Markets Plummet While Oil Prices Swing Wildly : Business: The Dow, up 42 points in early trading, ends up losing 39. Bond prices drop; the dollar is off.
NEW YORK — Oil prices swung wildly and stocks and bonds plummeted Wednesday as the failure of the U.S.-Iraqi meeting on the Persian Gulf crisis sent a shudder through world markets.
The price of crude oil for February delivery, which had slipped nearly $4 a barrel in early trading, jumped $7.65 to $31 in New York within minutes after Secretary of State James A. Baker III announced that he had made no progress toward peace in his meeting with Iraqi Foreign Minister Tarik Aziz. Later, prices for the sweet light crude eased, ending the day up only 9 cents a barrel, at $27.26.
In the stock market, the Dow Jones industrial average dived on Baker’s words, falling from 42 points above Tuesday’s close to 43 points below it. The index ended the day off 39.11 at 2,470.30, marking the sixth consecutive money-losing session for the war-worried market.
“I can’t remember a day this volatile,” said Jay Goldinger of Capital Insight, a brokerage in Beverly Hills. “I noticed that Baker wasn’t smiling when he walked in (to a televised press conference) and I sold. . . . It was the only winning trade I’ve had all day.”
A number of traders said they believe the market’s consensus now is that there will be an outbreak of war. But many cautioned that sentiment has oscillated in both directions over the past few days.

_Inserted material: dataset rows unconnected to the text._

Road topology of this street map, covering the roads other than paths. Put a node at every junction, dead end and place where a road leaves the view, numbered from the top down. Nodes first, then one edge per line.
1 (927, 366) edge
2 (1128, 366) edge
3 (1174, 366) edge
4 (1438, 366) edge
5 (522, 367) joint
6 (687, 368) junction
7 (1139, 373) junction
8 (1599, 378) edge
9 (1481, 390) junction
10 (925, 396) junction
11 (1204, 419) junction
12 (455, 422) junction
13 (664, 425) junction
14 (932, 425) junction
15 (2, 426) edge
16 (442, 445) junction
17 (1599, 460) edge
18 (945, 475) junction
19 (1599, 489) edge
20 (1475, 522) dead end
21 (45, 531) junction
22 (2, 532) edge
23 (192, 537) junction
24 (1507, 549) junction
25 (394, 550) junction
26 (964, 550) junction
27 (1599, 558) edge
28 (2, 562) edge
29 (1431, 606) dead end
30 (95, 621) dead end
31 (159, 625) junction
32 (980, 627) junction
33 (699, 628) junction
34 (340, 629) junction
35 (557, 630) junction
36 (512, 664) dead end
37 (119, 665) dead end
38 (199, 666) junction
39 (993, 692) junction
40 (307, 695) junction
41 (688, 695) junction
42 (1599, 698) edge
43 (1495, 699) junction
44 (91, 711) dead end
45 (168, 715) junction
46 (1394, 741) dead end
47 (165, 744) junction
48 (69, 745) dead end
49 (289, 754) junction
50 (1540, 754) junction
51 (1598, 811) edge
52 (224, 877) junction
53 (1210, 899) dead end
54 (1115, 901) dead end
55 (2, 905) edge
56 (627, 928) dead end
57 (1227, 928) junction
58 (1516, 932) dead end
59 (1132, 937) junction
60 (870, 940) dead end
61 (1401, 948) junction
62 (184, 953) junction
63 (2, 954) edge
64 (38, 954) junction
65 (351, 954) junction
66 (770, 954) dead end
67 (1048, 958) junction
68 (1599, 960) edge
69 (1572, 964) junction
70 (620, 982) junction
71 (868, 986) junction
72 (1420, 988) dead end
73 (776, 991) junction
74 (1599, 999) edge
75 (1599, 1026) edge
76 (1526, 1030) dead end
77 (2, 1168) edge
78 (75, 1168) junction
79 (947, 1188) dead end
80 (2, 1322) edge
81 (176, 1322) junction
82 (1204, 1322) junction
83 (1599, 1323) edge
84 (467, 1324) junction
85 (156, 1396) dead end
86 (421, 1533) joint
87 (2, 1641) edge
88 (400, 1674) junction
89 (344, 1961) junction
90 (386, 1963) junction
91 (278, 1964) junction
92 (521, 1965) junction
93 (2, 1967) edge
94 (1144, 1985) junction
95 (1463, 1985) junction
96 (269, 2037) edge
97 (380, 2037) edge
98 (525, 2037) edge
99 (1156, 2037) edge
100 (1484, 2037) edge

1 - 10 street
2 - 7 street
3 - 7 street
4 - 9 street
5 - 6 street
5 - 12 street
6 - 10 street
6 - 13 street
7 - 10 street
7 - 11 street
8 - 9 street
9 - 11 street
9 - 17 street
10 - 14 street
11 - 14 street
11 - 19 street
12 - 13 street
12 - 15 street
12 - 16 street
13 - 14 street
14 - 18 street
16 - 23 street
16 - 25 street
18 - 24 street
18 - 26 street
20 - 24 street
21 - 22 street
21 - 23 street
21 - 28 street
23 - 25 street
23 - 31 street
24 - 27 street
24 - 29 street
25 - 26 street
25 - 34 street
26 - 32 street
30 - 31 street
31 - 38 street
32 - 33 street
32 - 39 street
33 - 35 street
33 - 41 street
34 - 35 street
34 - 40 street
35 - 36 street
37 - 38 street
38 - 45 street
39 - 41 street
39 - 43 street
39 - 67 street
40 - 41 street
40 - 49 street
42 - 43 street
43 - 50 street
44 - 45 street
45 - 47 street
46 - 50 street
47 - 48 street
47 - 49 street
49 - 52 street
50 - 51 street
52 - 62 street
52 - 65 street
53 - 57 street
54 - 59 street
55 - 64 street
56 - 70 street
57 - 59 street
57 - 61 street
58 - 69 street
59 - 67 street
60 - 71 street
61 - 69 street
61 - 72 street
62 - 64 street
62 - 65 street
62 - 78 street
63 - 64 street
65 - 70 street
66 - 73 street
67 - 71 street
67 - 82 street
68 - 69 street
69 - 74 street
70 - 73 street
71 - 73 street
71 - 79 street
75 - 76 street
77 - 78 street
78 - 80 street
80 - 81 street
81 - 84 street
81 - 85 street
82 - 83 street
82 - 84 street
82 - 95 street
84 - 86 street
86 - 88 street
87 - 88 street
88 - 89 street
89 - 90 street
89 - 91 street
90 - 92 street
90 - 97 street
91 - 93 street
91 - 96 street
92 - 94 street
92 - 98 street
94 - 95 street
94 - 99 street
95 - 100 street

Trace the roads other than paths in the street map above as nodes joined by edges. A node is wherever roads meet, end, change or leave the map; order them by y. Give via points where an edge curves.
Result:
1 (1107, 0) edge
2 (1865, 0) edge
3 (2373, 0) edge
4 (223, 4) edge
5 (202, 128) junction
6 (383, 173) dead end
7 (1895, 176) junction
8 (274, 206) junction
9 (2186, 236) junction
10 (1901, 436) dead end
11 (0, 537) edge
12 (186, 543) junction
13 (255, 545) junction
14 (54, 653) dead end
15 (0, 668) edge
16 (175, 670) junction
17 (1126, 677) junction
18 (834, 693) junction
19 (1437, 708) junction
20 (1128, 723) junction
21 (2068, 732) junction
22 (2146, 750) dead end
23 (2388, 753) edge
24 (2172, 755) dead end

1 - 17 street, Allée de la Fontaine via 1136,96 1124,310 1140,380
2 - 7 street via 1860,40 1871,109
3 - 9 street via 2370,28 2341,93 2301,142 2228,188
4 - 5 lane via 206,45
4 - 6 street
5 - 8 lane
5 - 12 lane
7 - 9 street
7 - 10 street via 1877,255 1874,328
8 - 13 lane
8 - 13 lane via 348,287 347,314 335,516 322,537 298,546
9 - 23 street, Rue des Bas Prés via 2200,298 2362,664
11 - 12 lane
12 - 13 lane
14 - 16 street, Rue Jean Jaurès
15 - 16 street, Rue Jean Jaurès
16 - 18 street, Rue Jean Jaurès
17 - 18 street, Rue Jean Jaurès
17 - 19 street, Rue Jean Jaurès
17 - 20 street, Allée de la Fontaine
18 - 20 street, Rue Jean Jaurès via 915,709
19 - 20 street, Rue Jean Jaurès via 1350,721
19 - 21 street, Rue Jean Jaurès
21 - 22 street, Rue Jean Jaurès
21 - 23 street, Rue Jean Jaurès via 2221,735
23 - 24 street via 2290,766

Some analysts predicted that the markets are likely to be just as volatile--or more so--with the approach of Jan. 15, the U.N.-imposed deadline for Iraq’s withdrawal from Kuwait.
In other markets:
* The benchmark 30-year U.S. Treasury bond lost ground. The bond’s price fell $6.88 per $1,000 of face value, as the yield rose to 8.45% from 8.38% Tuesday.
* The U.S. dollar fell against most currencies in the morning, rebounded in the afternoon, then closed down. The greenback closed at 1.5370 German marks, down from Tuesday’s New York close of 1.5415. The dollar was up against the yen, closing at 136.80 yen versus Tuesday’s 136.50.
* Gold prices jumped after Baker’s remarks but closed the day up only 60 to 90 cents. Gold for February delivery was quoted at $393 an ounce in late New York trading.
Traders in a number of markets had read bullish interpretations into the meeting of Aziz and Baker as the session dragged on. “I think just the fact that two people sat down face to face was seen as bullish,” said Chris Pedersen of Twenty First Securities in New York.
Crude oil, which has been priced as high as $41 a barrel since the August invasion of Kuwait, slumped to $23.50 in the course of the morning.
But the turnaround came at about 11 a.m. PST, when Baker appeared before a press conference at a Geneva hotel and said: “Regrettably . . . I have heard nothing that suggested to me any Iraqi flexibility whatsoever.”
As soon as Baker uttered the word “regrettably,” traders in all markets kicked in an avalanche of orders.
“He hadn’t finished his sentence, and you could see futures prices starting to tick down,” said Edward Nicoski, market analyst with Piper, Jaffray & Hopwood brokerage in Minneapolis.
At the New York Mercantile Exchange’s crude oil trading pit, “it was a vacuum--all buyers and no sellers--for more than a minute,” said a trader at one of the large oil trading desks, who asked to remain unidentified.
He said the oil prices have twice hit post-invasion lows in the past week but then, on each occasion, sharply rebounded within 12 to 24 hours. “I think most market participants are hoping and planning for peace, but they’re scared of war,” he said.
Peter Beutel, oil market analyst with Pegasus Econometrics Group in Hoboken, N.J., said traders’ sentiments has shifted constantly over the past few days.
“Last Friday it was peace; Monday and Tuesday it was war; Wednesday morning people thought peace, and in the afternoon they were sure it would be war,” he said. “We’ve had a real emotional pendulum in the pit.”
In the stock market, the Dow Jones industrial average has now lost 163.36 points since Dec. 31, or about 6% of its value. But some analysts don’t expect too much of a further drop unless there is war.
“It’s discounted so much I think it’s taken into account everything but an outbreak of war,” said Michael Metz, market strategist with Oppenheimer & Co. in New York. “I don’t think you’re going to see much more liquidation by investors in here. But the question is what will bring them back. I think they just want more clarity” on the future.
Many analysts say they are no longer as fearful as they were in August that a war would destroy Mideast oil production and sharply raise prices. But they worry that a war would quickly turn what may still be a brief and shallow recession into something far more serious.